[WHAT THE EXERCISE ASKS]: Look for the word "Brougham" in the records, and copy each line where it appears.

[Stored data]
BEGIN
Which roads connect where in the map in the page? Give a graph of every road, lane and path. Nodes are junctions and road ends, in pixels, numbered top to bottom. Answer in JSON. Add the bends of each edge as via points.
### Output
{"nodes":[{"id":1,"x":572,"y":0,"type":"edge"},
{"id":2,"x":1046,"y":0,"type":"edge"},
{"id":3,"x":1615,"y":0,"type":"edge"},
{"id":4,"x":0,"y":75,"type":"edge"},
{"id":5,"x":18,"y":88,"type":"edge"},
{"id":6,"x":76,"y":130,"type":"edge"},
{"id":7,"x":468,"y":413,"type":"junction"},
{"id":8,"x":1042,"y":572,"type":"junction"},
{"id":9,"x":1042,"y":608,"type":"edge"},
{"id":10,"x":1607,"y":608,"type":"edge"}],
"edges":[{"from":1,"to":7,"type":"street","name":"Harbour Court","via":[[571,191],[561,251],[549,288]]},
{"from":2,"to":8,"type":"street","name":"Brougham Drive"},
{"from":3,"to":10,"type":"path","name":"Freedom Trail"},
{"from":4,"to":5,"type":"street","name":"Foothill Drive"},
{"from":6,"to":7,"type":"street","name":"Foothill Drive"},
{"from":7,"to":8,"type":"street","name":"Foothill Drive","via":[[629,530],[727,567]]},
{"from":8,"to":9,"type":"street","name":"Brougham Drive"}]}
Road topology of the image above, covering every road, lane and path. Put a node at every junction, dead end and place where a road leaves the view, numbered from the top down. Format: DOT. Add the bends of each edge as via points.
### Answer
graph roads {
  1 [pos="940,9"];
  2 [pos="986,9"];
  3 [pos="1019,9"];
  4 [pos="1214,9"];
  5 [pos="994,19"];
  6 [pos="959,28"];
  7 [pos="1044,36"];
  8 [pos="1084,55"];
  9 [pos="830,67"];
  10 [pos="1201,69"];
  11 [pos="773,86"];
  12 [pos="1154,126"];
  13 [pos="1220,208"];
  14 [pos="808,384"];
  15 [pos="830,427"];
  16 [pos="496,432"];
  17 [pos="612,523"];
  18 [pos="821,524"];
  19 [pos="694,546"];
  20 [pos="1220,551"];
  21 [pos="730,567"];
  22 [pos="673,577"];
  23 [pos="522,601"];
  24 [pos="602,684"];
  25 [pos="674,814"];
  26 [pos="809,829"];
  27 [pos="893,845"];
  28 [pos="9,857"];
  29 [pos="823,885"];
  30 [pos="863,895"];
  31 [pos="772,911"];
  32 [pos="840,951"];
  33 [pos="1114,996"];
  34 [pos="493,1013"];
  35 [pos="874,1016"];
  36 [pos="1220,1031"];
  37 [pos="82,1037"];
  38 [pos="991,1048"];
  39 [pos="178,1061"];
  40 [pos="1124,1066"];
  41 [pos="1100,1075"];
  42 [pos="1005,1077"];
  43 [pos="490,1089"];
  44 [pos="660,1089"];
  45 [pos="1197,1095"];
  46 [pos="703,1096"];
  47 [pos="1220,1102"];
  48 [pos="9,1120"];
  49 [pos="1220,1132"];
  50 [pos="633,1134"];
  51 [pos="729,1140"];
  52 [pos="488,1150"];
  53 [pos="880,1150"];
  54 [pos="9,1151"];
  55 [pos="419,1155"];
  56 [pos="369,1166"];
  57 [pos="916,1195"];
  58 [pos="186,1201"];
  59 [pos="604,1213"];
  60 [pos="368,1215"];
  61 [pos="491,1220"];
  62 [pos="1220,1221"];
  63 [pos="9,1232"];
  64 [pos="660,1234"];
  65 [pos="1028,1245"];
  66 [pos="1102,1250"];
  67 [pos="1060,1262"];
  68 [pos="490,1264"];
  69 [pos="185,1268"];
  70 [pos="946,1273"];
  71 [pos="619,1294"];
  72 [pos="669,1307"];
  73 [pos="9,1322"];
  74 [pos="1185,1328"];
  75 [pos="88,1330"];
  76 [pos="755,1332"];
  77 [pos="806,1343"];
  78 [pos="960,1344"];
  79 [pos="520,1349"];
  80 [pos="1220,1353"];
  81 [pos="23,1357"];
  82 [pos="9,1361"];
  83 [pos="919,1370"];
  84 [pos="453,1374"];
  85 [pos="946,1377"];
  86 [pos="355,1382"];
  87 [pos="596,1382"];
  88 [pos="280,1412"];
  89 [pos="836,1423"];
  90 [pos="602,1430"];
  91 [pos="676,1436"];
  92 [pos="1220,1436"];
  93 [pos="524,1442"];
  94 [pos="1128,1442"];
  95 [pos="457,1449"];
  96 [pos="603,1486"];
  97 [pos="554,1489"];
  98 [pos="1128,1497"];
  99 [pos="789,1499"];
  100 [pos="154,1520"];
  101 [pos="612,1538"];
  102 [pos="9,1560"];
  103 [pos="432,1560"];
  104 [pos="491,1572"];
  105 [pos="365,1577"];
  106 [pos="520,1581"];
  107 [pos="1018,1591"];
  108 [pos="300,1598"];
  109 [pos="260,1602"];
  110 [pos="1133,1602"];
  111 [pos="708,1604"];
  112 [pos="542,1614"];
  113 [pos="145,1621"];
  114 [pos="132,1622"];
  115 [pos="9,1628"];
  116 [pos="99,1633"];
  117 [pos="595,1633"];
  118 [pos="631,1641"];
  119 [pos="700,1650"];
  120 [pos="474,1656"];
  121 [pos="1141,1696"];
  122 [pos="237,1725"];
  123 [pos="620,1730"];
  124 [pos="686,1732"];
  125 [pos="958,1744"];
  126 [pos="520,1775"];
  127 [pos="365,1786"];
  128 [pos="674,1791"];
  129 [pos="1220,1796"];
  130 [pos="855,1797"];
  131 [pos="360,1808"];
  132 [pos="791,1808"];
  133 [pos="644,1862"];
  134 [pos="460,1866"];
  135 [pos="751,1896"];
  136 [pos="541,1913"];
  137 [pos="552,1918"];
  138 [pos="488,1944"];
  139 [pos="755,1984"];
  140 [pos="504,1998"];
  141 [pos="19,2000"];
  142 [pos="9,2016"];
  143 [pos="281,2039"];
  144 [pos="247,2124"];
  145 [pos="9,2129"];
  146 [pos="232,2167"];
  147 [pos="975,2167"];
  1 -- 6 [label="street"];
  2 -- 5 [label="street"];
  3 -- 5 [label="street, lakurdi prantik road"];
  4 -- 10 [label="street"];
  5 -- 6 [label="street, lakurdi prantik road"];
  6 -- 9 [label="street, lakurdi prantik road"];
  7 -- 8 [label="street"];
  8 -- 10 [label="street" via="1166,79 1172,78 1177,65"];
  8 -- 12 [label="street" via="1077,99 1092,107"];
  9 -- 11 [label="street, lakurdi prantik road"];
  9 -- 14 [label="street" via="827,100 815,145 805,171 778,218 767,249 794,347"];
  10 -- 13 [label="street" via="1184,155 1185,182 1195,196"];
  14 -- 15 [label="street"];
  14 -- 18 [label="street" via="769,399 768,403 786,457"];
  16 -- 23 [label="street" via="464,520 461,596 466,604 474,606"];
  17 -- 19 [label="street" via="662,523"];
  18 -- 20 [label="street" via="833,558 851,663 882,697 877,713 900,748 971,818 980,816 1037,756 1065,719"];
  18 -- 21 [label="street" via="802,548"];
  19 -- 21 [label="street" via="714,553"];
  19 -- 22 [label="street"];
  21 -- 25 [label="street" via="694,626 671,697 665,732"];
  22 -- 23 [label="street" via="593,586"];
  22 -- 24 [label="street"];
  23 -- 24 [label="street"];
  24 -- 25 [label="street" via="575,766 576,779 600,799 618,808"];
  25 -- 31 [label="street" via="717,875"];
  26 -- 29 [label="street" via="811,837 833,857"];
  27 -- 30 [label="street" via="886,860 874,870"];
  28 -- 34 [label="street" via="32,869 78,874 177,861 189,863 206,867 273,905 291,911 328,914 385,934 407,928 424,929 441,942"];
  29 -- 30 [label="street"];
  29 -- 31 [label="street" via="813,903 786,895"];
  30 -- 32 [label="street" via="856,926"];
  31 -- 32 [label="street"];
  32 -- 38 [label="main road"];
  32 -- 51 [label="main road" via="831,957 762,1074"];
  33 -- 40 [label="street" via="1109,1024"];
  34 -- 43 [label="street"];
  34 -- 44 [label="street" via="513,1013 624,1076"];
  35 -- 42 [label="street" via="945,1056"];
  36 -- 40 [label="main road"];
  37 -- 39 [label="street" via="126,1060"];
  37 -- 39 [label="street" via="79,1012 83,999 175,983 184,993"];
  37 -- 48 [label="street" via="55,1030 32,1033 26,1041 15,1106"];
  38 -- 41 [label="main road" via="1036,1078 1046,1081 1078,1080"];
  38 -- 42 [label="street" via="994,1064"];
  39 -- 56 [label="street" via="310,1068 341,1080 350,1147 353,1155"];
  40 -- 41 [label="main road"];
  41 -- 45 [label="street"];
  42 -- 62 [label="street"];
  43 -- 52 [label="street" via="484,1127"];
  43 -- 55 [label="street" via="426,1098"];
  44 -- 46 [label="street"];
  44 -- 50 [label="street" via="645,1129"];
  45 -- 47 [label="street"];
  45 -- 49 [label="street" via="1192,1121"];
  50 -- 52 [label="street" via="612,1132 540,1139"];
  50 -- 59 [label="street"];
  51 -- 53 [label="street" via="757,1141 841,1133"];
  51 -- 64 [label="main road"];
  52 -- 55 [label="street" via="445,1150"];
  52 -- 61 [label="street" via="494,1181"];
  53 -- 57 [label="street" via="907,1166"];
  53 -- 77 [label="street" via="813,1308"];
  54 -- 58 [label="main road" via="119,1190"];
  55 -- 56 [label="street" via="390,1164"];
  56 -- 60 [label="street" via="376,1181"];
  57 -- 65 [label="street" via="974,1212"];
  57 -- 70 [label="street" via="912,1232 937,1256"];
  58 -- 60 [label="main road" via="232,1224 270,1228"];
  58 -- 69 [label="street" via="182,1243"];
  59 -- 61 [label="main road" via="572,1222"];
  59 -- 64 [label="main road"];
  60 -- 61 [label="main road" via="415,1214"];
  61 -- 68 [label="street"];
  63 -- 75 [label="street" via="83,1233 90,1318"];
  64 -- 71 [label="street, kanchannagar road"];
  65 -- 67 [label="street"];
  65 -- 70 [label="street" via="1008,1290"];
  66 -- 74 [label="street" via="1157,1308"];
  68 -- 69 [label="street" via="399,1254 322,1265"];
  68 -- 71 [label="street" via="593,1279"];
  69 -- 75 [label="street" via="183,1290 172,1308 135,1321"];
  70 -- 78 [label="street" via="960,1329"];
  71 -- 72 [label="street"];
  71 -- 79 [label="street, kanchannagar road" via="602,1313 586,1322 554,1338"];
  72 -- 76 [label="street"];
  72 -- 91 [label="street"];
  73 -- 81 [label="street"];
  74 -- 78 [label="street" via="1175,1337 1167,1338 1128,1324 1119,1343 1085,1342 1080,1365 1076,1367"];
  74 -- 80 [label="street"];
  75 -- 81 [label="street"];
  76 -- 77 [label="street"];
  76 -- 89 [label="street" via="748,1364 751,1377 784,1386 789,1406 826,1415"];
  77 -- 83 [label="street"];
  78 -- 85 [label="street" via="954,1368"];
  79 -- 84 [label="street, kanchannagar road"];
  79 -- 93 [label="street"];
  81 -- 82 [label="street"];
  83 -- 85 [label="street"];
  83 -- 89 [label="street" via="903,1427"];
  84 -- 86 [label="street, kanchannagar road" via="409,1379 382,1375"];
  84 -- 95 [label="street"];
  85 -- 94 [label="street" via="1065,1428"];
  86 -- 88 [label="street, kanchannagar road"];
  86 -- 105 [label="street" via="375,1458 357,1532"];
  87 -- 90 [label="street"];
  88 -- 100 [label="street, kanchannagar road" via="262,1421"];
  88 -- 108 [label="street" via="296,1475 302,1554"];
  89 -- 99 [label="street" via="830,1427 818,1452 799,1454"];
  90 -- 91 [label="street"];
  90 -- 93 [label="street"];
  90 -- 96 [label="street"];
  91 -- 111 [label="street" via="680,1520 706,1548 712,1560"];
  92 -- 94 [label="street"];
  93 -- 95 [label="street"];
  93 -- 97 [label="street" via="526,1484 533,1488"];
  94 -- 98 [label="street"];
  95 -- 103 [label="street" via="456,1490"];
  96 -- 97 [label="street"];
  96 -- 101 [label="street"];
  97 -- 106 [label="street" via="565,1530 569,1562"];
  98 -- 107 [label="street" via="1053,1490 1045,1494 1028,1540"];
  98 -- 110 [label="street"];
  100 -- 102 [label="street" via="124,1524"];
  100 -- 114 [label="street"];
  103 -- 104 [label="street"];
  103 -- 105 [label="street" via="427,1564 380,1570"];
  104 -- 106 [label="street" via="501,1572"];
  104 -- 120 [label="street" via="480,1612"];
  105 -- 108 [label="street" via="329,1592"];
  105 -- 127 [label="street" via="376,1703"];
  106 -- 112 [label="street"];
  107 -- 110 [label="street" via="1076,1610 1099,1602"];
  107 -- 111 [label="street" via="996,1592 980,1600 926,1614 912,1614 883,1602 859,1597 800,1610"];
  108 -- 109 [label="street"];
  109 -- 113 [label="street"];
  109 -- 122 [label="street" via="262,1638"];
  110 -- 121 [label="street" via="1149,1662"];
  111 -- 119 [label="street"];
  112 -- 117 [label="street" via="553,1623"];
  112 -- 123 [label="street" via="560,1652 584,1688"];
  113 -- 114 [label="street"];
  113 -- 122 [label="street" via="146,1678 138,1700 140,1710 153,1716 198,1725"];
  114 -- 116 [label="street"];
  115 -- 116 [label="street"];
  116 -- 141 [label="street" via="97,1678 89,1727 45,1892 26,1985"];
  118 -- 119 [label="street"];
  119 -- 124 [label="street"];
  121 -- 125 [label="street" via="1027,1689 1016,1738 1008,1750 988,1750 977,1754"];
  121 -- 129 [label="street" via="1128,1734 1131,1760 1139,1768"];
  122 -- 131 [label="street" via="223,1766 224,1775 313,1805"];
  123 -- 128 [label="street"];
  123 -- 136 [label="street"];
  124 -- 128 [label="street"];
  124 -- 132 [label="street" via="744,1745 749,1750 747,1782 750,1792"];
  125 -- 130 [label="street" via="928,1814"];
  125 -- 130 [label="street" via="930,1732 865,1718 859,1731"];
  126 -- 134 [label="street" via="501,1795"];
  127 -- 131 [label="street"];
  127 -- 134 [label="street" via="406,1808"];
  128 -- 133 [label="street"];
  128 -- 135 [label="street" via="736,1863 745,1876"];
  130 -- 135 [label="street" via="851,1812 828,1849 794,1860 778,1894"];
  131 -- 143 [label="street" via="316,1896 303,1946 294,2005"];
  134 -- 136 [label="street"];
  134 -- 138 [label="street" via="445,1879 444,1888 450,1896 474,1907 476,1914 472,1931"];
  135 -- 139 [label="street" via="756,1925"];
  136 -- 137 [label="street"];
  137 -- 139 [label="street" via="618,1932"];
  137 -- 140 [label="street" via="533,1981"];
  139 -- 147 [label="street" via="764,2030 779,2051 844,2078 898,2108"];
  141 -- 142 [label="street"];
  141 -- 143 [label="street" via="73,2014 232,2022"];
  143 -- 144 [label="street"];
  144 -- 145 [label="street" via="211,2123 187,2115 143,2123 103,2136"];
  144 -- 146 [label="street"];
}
END
[EXERCISE RESULT]:
{"from":2,"to":8,"type":"street","name":"Brougham Drive"},
{"from":8,"to":9,"type":"street","name":"Brougham Drive"}]}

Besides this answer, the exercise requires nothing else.